WWF Coral Triangle Programme Undergoes Review, Charts New Course

Posted on December, 28 2011

The WWF Coral Triangle Programme has entered its second phase and developed new 3-year strategies. In its second phase, the Programme will focus even more on promoting sustainable livelihoods and lifestyles in this region, and will continue to motivate regional and national agents of change to alter their way of doing business, whether in terms of how they use ecosystem services and/or consume products from the Coral Triangle.
The WWF Coral Triangle Programme has entered its second phase and developed new 3-year strategies following a review conducted with WWF colleagues and partners in the Coral Triangle region.

As a result of this review, it has been decided that the WWF Coral Triangle Programme will continue to enhance the achievements made by WWF programmes in the Asia Pacific region by mobilizing more significant collaboration among the private sector, government and communities. The reason for this approach is that when these parties co-invest and share responsibilities for building ‘blue economies’ that combine the protection of high priority places with the reduction of unsustainable practices, and promote social and economic equity and environmental sustainability, change can occur faster and more effectively than when these actors continue to work in silos.

The WWF Coral Triangle programme retains its original vision—that the oceans and coasts of the Coral Triangle, the world’s centre of marine biodiversity, and their ecosystem services on which human wellbeing depends, remain vibrant and healthy, providing food and livelihoods for generations to come.

In its second phase, WWF’s Coral Triangle Programme will focus even more on promoting sustainable livelihoods and lifestyles in this region, and will continue to motivate regional and national agents of change—governments, the private sector and civil society—to transform their way of doing business, whether in terms of how they use ecosystem services and/or consume products from the Coral Triangle.

The desired outcomes are enhancement of environmental protection through better governance and collaborative management between governments, the private sector and communities; and reduced negative footprints by seafood related and tourism industries to enable Coral Triangle societies to sustain their livelihoods while supporting to some extend the region’s demands and ambitions for economic growth.

To support these outcomes, our regional programme will be centred on three strategies: Transform, Protect and Sustain. These strategies will be delivered in the context of a “blue economies” approach, aiming to create the impetus for a new paradigm that involves:
  • developing more equitable socio-economic models and instruments that promote human wellbeing;
  • distributing the world’s wealth and natural resources more equitably within sustainable limits; and
  • maintaining healthy ecosystem services for future generations.
TRANSFORM focuses on transforming targeted industries, as they are important agents of change to support the aspirations of the Coral Triangle Initiative on Coral reefs Fisheries and Food security.
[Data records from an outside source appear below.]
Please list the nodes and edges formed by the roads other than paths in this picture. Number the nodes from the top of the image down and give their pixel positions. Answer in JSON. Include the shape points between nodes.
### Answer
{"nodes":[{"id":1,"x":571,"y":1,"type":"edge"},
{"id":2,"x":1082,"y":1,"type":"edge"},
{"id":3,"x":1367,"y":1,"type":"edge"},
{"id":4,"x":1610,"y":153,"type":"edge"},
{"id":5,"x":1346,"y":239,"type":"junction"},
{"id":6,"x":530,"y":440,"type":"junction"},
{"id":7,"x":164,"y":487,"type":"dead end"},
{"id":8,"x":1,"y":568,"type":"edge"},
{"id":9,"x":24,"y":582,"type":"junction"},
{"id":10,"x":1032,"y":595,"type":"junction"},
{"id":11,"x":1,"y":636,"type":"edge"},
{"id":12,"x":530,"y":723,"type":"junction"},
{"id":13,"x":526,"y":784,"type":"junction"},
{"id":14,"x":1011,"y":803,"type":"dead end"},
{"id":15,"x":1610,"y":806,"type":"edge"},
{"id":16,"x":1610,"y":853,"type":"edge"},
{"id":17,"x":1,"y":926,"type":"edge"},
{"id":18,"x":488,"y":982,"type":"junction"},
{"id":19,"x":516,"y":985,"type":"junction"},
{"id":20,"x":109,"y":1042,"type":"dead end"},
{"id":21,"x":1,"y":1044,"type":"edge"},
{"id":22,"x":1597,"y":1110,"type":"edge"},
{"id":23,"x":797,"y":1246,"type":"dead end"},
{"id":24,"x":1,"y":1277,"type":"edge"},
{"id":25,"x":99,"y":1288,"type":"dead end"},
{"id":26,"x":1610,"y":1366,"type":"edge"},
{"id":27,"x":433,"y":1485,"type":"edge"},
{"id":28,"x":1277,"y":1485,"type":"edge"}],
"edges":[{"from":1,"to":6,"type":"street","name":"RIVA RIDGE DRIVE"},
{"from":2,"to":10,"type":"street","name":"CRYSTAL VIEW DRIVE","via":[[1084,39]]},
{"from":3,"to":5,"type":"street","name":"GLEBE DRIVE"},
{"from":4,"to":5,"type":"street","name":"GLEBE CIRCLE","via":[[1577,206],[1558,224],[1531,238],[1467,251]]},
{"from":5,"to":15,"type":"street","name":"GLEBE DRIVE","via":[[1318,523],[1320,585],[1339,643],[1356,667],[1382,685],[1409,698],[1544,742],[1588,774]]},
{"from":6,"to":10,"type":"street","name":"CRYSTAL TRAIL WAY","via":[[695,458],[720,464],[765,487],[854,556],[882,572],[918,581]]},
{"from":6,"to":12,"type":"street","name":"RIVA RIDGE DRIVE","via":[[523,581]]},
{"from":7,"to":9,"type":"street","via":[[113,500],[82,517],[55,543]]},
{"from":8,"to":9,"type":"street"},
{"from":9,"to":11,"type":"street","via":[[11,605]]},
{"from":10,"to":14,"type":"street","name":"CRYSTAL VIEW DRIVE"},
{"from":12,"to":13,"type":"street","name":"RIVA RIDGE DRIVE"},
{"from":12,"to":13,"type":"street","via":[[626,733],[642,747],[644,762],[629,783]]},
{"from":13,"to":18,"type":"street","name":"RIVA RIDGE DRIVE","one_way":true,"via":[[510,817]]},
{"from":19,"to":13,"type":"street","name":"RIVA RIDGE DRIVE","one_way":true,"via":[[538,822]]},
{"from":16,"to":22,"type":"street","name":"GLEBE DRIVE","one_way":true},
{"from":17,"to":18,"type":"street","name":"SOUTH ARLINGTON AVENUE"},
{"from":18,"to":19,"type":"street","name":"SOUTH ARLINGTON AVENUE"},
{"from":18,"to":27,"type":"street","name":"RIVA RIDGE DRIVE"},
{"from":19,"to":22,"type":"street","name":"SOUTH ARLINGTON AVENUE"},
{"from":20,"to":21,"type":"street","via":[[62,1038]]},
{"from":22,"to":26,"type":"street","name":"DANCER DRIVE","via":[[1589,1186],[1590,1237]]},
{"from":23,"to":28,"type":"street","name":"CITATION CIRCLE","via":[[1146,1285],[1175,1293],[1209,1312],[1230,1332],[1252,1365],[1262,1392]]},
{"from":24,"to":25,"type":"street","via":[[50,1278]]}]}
This will be achieved by expanding WWF's work with the seafood and fisheries sector, and increasingly with the tourism sector.

PROTECT focuses on the protection of the critical places in the Coral Triangle that host vital biological processes and ecosystems, which are needed for biodiversity and sustainable livelihoods and economies (those that are fuelled by fisheries and tourism).

SUSTAIN focuses on the enabling conditions necessary to sustain the above transformation and protection objectives. This includes our policy work, strategic communications, sustainable finance, community empowerment and conservation science work.

WWF welcomes any input and collaboration for the coming 3 years.